If something went wrong — the file doesn’t exist, permissions are denied — status is err: and file is a string describing the error.

Handling the Result

Because ok: and err: are just values, you handle them with messages. The verbose approach binds each return value and branches explicitly:

(status, file) = IO.File.make('my_file.txt')

status
  .then(() => file.read.println)
  .else(() => 'Failed to open file: $!'.sprintf(file).println)

But recall how message chaining works with multiple return values: when you chain a message after a call that returns multiple values, the first return value becomes the receiver and the rest become arguments. This means you can write the same thing as a single chain:

IO.File.make('my_file.txt')
  .then((file) => file.read.println)
  .else((msg)  => 'Failed to open file: $!'.sprintf(msg).println)

ok: and err: respond differently to then: and else:ok: calls its then: block and passes the file through; err: calls its else: block and passes the error message through. The branching is built into the types, not into special syntax.

This is the same branching mechanism used everywhere in Gab. There is no special syntax for error handling — the language stays consistent.

Why Not Exceptions?

Exceptions make control flow invisible. An exception thrown inside a deeply nested call can unwind the entire stack, landing in a catch block far removed from where the problem occurred. This makes programs harder to reason about, and harder to write reliable concurrent code with.

Returning errors as values keeps the failure path explicit. When a message can fail, its type signature says so. You can’t accidentally ignore the error and proceed as if everything succeeded — the status value is right there in the binding.
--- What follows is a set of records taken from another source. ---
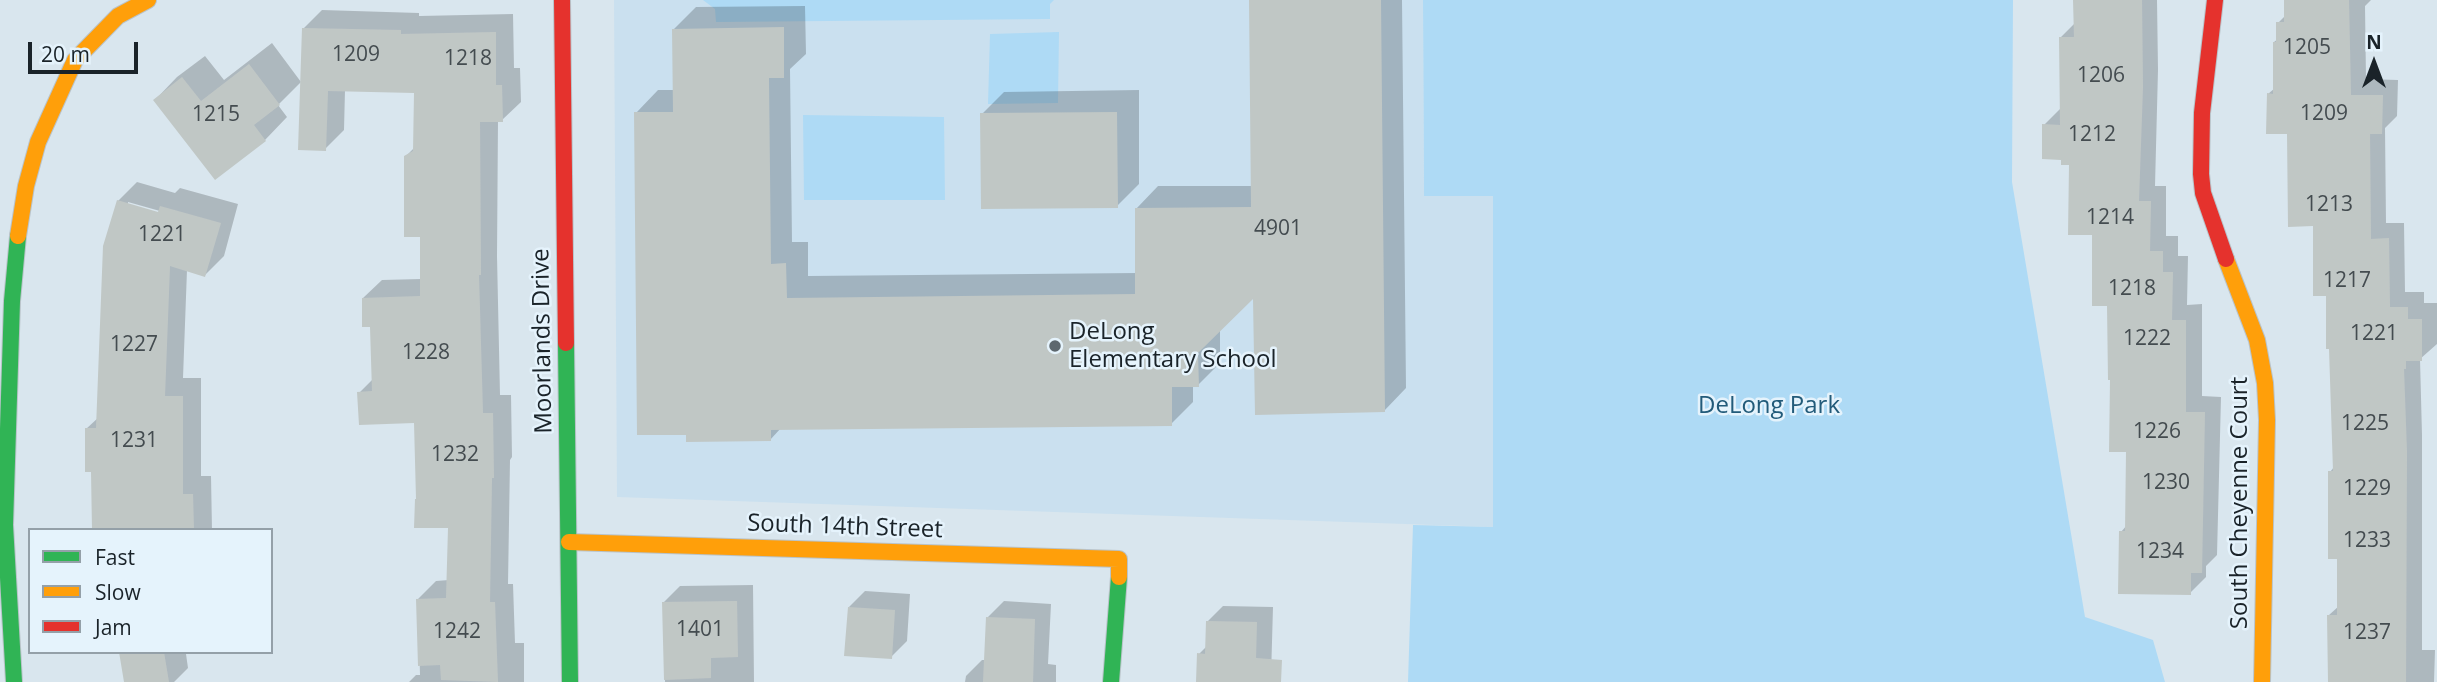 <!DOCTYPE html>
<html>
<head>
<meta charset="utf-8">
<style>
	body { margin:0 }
	#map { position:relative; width:2437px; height:682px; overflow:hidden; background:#d9e6ee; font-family:"Open Sans",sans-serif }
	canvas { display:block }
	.legend { position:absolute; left:28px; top:528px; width:245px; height:126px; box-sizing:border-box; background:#e5f3fc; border:2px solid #94a0a8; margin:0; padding:9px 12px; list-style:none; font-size:21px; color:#1a2329 }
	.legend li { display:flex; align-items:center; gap:14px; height:35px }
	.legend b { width:35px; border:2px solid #94a0a8 }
	.north { position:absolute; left:2339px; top:28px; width:70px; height:70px; -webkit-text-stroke:5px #e5f3fc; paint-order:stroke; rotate:0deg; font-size:19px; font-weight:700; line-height:28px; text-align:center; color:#1a2329 }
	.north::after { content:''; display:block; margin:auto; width:24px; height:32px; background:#1a2329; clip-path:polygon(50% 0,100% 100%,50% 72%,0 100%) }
	.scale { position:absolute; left:28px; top:42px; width:110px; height:32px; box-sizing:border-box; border:4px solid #1a2329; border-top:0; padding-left:9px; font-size:21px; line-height:24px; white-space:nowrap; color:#1a2329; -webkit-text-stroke:5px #e5f3fc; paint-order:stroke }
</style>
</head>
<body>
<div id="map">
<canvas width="2437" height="682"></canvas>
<ul class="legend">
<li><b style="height:9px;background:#30b455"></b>Fast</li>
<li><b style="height:9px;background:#ff9f0a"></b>Slow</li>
<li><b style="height:9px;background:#e5322d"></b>Jam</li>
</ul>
<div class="north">N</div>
<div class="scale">20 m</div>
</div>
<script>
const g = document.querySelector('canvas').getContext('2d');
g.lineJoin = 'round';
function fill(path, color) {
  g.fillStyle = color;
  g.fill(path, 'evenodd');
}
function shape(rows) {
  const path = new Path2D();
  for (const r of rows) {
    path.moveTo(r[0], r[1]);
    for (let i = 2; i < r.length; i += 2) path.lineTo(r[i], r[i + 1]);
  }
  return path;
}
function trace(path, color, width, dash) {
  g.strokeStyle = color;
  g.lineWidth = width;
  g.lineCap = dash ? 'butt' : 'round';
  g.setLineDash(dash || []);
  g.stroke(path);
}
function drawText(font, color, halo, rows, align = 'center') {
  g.font = font + ' "Open Sans",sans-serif';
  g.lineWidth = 5;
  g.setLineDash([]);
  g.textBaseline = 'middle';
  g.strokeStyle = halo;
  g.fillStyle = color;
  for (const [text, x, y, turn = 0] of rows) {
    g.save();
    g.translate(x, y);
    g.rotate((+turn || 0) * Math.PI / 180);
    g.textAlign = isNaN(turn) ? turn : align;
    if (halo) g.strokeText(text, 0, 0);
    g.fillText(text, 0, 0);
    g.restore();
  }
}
fill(shape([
	[614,0,1423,0,1424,195,1493,195,1493,527,617,497]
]), '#cae0ef');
fill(shape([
	[703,0,1054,0,1050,4,1050,19,716,22,715,9],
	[1423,0,2013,0,2012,182,2085,617,2153,640,2165,682,1408,682,1413,525,1493,527,1493,196,1424,196],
	[1059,32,1058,103,988,104,990,34],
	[803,115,944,117,945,200,804,200]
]), '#aedaf5');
fill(shape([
	[1251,0,1402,0,1406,388,1384,411,1255,295,1220,330,1220,363,1198,385,1193,385,1193,402,1171,424,781,428,770,440,636,113,658,90,674,90,674,29,696,7,805,6,806,54,790,69,792,242,808,242,808,276,1137,273,1136,209,1158,186,1253,186],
	[2075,0,2157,0,2158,70,2155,186,2166,186,2166,236,2178,236,2178,256,2188,256,2187,305,2202,304,2202,396,2221,397,2217,555,2206,566,2206,577,2190,593,2121,532,2127,525,2128,450,2112,378,2109,305,2094,233,2071,164,2044,125,2060,109,2061,37,2075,23],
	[2286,0,2371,0,2365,6,2366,79,2398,80,2397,116,2385,128,2386,223,2404,223,2405,292,2424,292,2424,303,2437,303,2437,344,2420,359,2422,435,2422,650,2435,650,2434,682,2328,682,2329,615,2339,606,2339,557,2330,472,2334,467,2328,295,2315,225,2289,133,2268,94,2275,88,2274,42,2278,39,2278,23,2286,15],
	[322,10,419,13,419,16,513,14,514,68,520,68,521,102,502,120,498,120,497,256,500,395,511,395,512,457,510,460,508,584,513,584,515,643,524,643,524,682,409,682,416,675,420,675,418,599,436,581,449,580,450,527,416,500,416,421,359,393,373,379,372,325,363,298,382,280,421,279,421,235,405,157,415,147,416,92,345,90,344,130,325,149,303,29],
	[272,43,301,82,278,105,287,117,265,140,215,178,155,100,177,77,205,56,224,80],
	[1139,90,1139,184,1117,206,982,114,1004,92],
	[137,182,175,193,180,188,238,204,224,256,205,275,187,270,183,378,201,378,201,476,211,476,212,530,93,530,92,470,86,429,99,417,118,201],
	[128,202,167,213,166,216,128,205],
	[753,585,754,682,665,682,664,602,680,586],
	[865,591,910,594,907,641,891,657,849,607],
	[1004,601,1051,604,1048,664,1056,665,1056,682,965,682,966,676,982,660,986,660,988,617],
	[1223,606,1273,607,1271,677,1266,682,1198,682,1199,654,1207,646,1207,622],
	[121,652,188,652,186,654,188,668,174,682,125,682]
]), '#0003');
fill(shape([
	[1249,0,1381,0,1385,412,1255,415,1253,299,1198,353,1199,387,1172,387,1172,426,771,430,771,441,686,442,686,435,637,435,634,112,673,112,672,29,784,27,784,78,769,78,771,264,786,263,787,298,1135,294,1135,208,1251,207],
	[2073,0,2142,0,2143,87,2139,201,2151,201,2150,251,2163,251,2163,272,2173,272,2172,320,2186,320,2186,412,2205,412,2202,573,2191,573,2191,595,2118,594,2119,531,2125,531,2126,452,2109,452,2110,380,2108,380,2107,306,2092,306,2092,235,2068,235,2069,165,2061,165,2061,160,2042,159,2042,124,2060,125,2059,37,2074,37],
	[2284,0,2349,0,2351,95,2383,95,2382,134,2370,134,2371,239,2389,238,2390,307,2408,307,2408,319,2422,319,2422,361,2406,361,2406,369,2404,369,2407,452,2406,682,2328,682,2327,615,2337,615,2337,559,2328,559,2328,471,2333,471,2329,349,2326,349,2326,296,2313,296,2313,226,2288,227,2287,134,2266,134,2267,93,2273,94,2273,42,2276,42,2276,22,2284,22],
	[302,28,401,30,401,34,496,32,496,85,502,85,503,122,480,122,481,275,479,275,483,413,493,413,494,478,492,478,490,602,495,602,498,682,441,680,440,665,418,666,416,599,446,598,448,528,414,528,415,499,416,499,414,423,359,425,357,392,372,391,370,327,362,327,362,298,420,296,420,237,404,237,404,156,413,151,414,93,328,91,326,151,298,150],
	[249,64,280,105,254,125,266,141,215,180,153,100,182,77,201,101],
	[1117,112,1118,208,981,209,980,113],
	[117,200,158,212,160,206,221,223,205,277,170,266,165,396,183,396,183,494,193,494,194,530,92,530,91,472,85,472,85,428,96,428,103,246],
	[737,601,738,657,711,658,711,678,664,680,662,602],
	[848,607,895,610,892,659,844,656],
	[986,617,1035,619,1033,682,983,682],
	[1206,621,1257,622,1256,658,1282,660,1281,682,1196,682,1197,653,1205,654],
	[119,652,164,652,169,682,124,682]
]), '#c0c7c5');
const fast = shape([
	[566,343,570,682],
	[14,682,5,525,12,301,18,236],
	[1111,682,1119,577]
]);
const slow = shape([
	[18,236,26,186,38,142,75,60,118,16,148,0],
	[2226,259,2257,340,2265,383,2267,420,2262,682],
	[569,542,1119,559,1119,577]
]);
const jam = shape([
	[562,0,566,343],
	[2215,0,2202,113,2201,174,2203,193,2226,259]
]);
trace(fast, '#b9c3c9', 18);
trace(slow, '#b9c3c9', 18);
trace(jam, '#b9c3c9', 18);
trace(fast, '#30b455', 16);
trace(slow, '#ff9f0a', 16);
trace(jam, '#e5322d', 16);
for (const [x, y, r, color] of [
	[1055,346,7,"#5d676e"]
]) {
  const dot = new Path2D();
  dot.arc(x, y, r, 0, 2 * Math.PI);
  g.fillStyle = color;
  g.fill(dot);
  trace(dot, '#e5f3fc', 2.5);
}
drawText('21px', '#444c50', null, [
	["1205",2307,48],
	["1209",356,55],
	["1218",468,59],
	["1206",2101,76],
	["1209",2324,114],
	["1215",216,115],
	["1212",2092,135],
	["1213",2329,205],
	["1214",2110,218],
	["4901",1278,229],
	["1221",162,235],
	["1217",2347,281],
	["1218",2132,289],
	["1221",2374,334],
	["1222",2147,339],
	["1227",134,345],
	["1228",426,353],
	["1225",2365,424],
	["1226",2157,432],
	["1231",134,441],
	["1232",455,455],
	["1230",2166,483],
	["1229",2367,489],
	["1233",2367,541],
	["1234",2160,552],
	["1401",700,630],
	["1242",457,632],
	["1237",2367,633]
]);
drawText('24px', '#1a2329', '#e5f3fc', [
	["DeLong",1069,332],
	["Elementary School",1069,360]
], 'left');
drawText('24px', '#1a2329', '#e5f3fc', [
	["Moorlands Drive",543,341,-91],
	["South Cheyenne Court",2240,503,-90],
	["South 14th Street",845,527,2]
]);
drawText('24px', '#225b7a', '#e5f3fc', [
	["DeLong Park",1769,406]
]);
</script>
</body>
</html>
This approach is familiar if you’ve used Go, Rust’s Result type, or Erlang’s {:ok, value} | {:error, reason} convention. Gab follows the same discipline.

Propagating Errors

If you want to pass an error up to the caller, return a tuple:

read_config: .def (gab\string, () => do
  IO.File.make(self)
    .then((file) => (ok: file.read))
    .else((msg)  => (err: 'Could not open config: $!'.sprintf(msg)))
end)

No comma is needed between ok: and file.read — a message literal like ok: doesn’t consume the next expression as an argument, so the parser correctly treats file.read as the second tuple element. The caller receives ok: and the file contents, or err: and an error string — and can chain or bind those values however it likes.